Вскоре это стало традицией. В городке не надо было косить траву, а у нас с Машей уменьшился объём работы. Я научился снимать и выделывать шкуры, Анна готовить вкусные блюда. Шкуры кролей накапливались, мы их раздавали всем желающим. Пару воротников и шапку Анне из белоснежных кроликов я всё же сшил. Получилось неплохо.
Нас расстраивало то обстоятельство, что гибель поголовья была очень велика – новорождённых съедали и душили сами крольчихи, а больших кролей убивали крысы, прогрызая им череп. Что только не предпринимали, пытаясь защитить бедных кроликов! Не помогали даже металлические клетки – крысы продолжали наносить кролям серьёзные потери. Я и Анна начали подумывать о прекращении этой затеи. Не только потому, что с крысами не было сладу, но и потому что, Маша глубоко переживала, когда некоторые из её воспитанников попадали в обеденную кастрюлю или душились крысами. Правда, мы этого ей не сообщали, но, периодически недосчитываясь своих друзей, она начинала их искать.
Чтобы там не говорили, а труд по разведению кролей всё же оказался тяжелым и неблагодарным, требующим большого количества свободного времени. У меня его не имелось. Да и разводить мы их начали не из-за того, что нечего было кушать, а из интереса к ним нашей дочери.
Обеспечение продуктами у нас (по тем временам) было отличное, более того, Анна, идя пешком с работы мимо деревенской свинофермы, покупала свежую свинину, по одному рублю пять копеек за килограмм. Очень часто это были молочные поросята, которых вынуждены были забивать, если они получали травмы от взрослых свиней. Всех остальных продуктов тоже было достаточно.
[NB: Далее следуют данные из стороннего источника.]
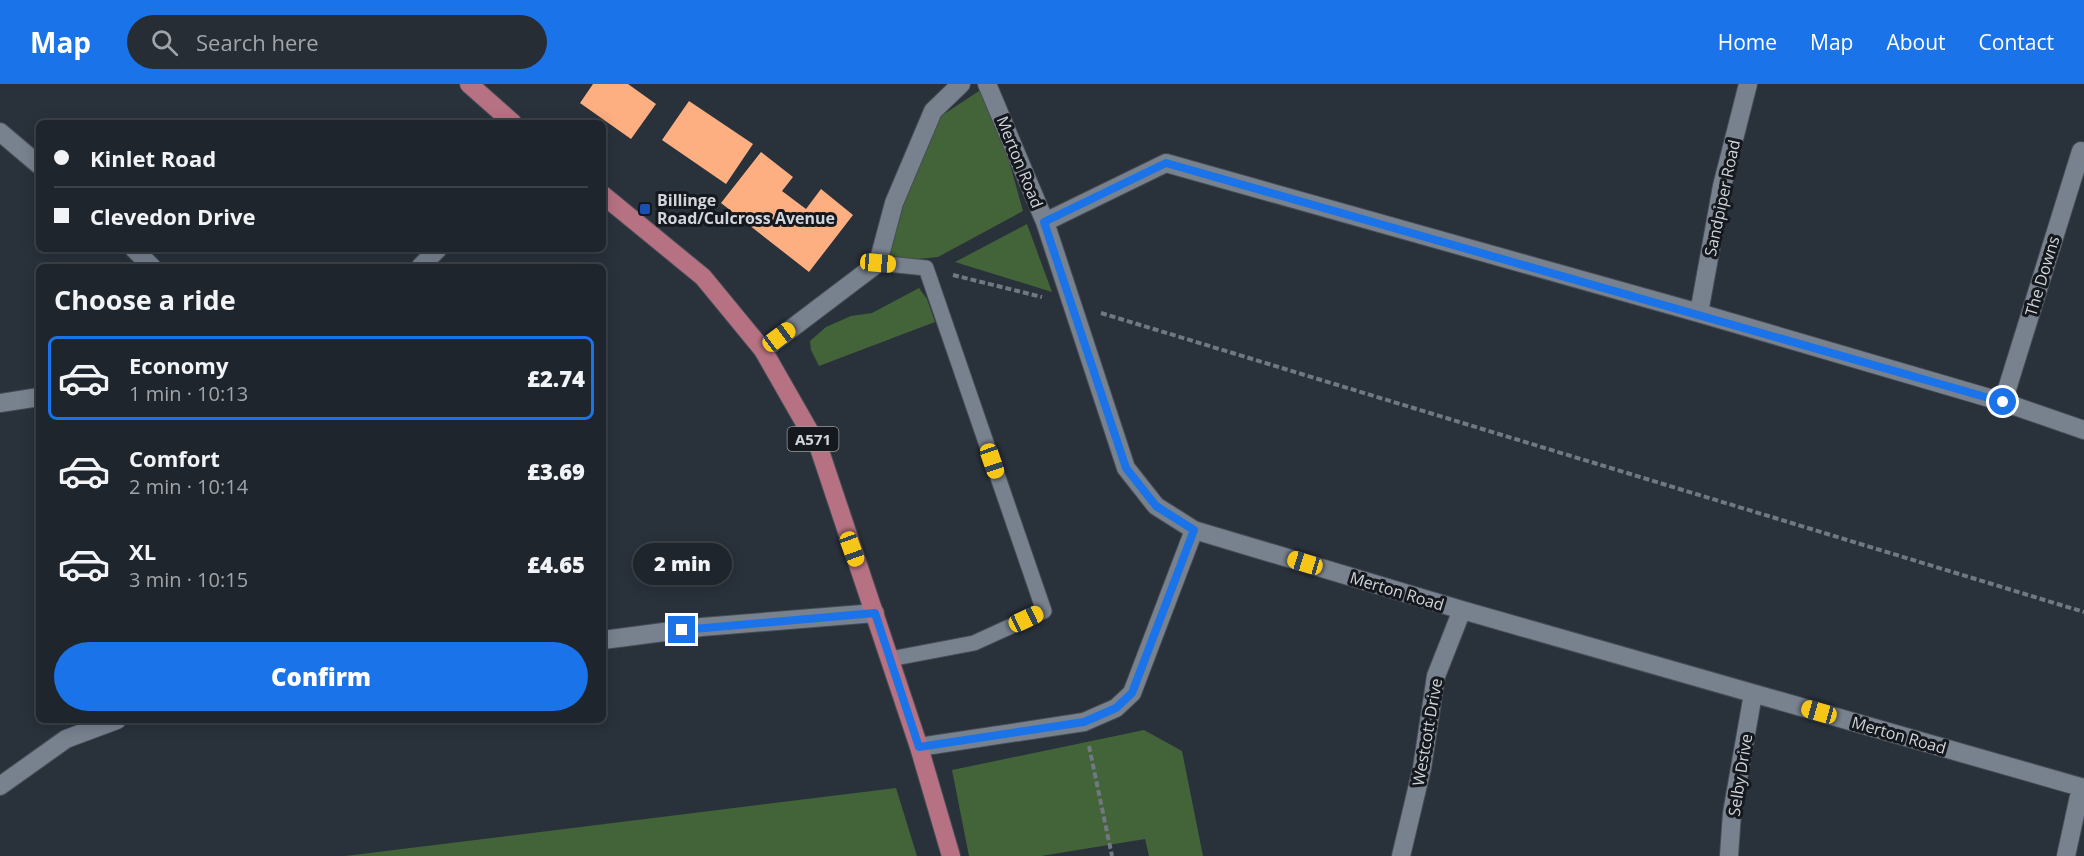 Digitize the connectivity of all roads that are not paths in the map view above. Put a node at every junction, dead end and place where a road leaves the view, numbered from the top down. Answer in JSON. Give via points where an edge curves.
{"nodes":[{"id":1,"x":469,"y":84,"type":"edge"},
{"id":2,"x":961,"y":84,"type":"edge"},
{"id":3,"x":987,"y":84,"type":"edge"},
{"id":4,"x":1748,"y":84,"type":"edge"},
{"id":5,"x":510,"y":120,"type":"edge"},
{"id":6,"x":0,"y":132,"type":"edge"},
{"id":7,"x":2081,"y":151,"type":"dead end"},
{"id":8,"x":36,"y":162,"type":"edge"},
{"id":9,"x":606,"y":197,"type":"edge"},
{"id":10,"x":1044,"y":222,"type":"junction"},
{"id":11,"x":137,"y":252,"type":"edge"},
{"id":12,"x":435,"y":252,"type":"edge"},
{"id":13,"x":878,"y":263,"type":"junction"},
{"id":14,"x":149,"y":264,"type":"edge"},
{"id":15,"x":423,"y":264,"type":"edge"},
{"id":16,"x":1699,"y":313,"type":"junction"},
{"id":17,"x":763,"y":350,"type":"junction"},
{"id":18,"x":36,"y":397,"type":"edge"},
{"id":19,"x":2003,"y":402,"type":"junction"},
{"id":20,"x":0,"y":403,"type":"edge"},
{"id":21,"x":2084,"y":430,"type":"edge"},
{"id":22,"x":1194,"y":530,"type":"junction"},
{"id":23,"x":1462,"y":610,"type":"junction"},
{"id":24,"x":875,"y":613,"type":"junction"},
{"id":25,"x":606,"y":640,"type":"edge"},
{"id":26,"x":890,"y":659,"type":"junction"},
{"id":27,"x":1753,"y":694,"type":"junction"},
{"id":28,"x":109,"y":723,"type":"edge"},
{"id":29,"x":919,"y":747,"type":"junction"},
{"id":30,"x":0,"y":786,"type":"edge"},
{"id":31,"x":2082,"y":787,"type":"edge"},
{"id":32,"x":951,"y":856,"type":"edge"},
{"id":33,"x":1401,"y":856,"type":"edge"},
{"id":34,"x":1729,"y":856,"type":"edge"},
{"id":35,"x":2066,"y":856,"type":"edge"}],
"edges":[{"from":1,"to":5,"type":"main road"},
{"from":2,"to":13,"type":"street","via":[[933,111],[894,203]]},
{"from":3,"to":10,"type":"street","name":"Merton Road"},
{"from":4,"to":16,"type":"street","name":"Sandpiper Road","via":[[1722,186]]},
{"from":6,"to":8,"type":"street"},
{"from":7,"to":19,"type":"street","name":"The Downs"},
{"from":9,"to":17,"type":"main road","number":"A571","via":[[703,277]]},
{"from":10,"to":16,"type":"street","via":[[1166,163]]},
{"from":10,"to":22,"type":"street","name":"Merton Road","via":[[1126,468],[1156,506]]},
{"from":11,"to":14,"type":"street"},
{"from":12,"to":15,"type":"street"},
{"from":13,"to":17,"type":"street"},
{"from":13,"to":26,"type":"lane","via":[[926,268],[1044,611],[974,643]]},
{"from":16,"to":19,"type":"street"},
{"from":17,"to":24,"type":"main road","number":"A571","via":[[819,448]]},
{"from":18,"to":20,"type":"street"},
{"from":19,"to":21,"type":"street"},
{"from":22,"to":23,"type":"street","name":"Merton Road"},
{"from":22,"to":29,"type":"street","via":[[1132,693],[1116,708],[1084,722]]},
{"from":23,"to":27,"type":"street","name":"Merton Road"},
{"from":23,"to":33,"type":"street","name":"Westcott Drive","via":[[1436,675],[1422,768]]},
{"from":24,"to":25,"type":"street","via":[[702,627]]},
{"from":24,"to":26,"type":"main road","number":"A571"},
{"from":26,"to":29,"type":"main road","number":"A571"},
{"from":27,"to":31,"type":"street","name":"Merton Road"},
{"from":27,"to":34,"type":"street","name":"Selby Drive","via":[[1732,813]]},
{"from":28,"to":30,"type":"street","via":[[66,739]]},
{"from":29,"to":32,"type":"main road","number":"A571"},
{"from":31,"to":35,"type":"street"}]}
Маша давала новорождённым кроликам имена и очень любила играться с ними. Играла вся детвора городка – дети офицеров.
Участвовал в играх и маленький котенок, которого мы завели в доме после «опозорившегося» ежа.
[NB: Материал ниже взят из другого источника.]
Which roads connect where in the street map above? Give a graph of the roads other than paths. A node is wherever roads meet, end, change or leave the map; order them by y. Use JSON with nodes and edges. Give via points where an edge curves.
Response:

И всё же: в середине 1979 года разведение кролей мы прекратили.
Из домашней живности остался только кот.
Дивизионный городок 1979 год
Честно скажу: котов особо не люблю. Но этот был у меня в почёте: у нас в доме появился новый помощник и друг семьи. На него возлагалась серьёзная миссия – победить вездесущих здоровенных крыс, которые грызли всё подряд (даже кабели на ЗРК). Котёнка подарили Анне в деревне и сказали: подрастёт – доверие оправдает. Дочка и жена назвали его «Атаманом». Он был маленьким и пушистым. Я в его будущий успех не верил: в борьбе с крысами перепробовано было много способов – всё бесполезно. Со временем котёнок вырос в большого сибирского кота – крысолова. Анна не могла на него нарадоваться – каждое утро, выходя в коридор, она обнаруживали у своих тапочек аккуратно сложенные головы и лапы крыс.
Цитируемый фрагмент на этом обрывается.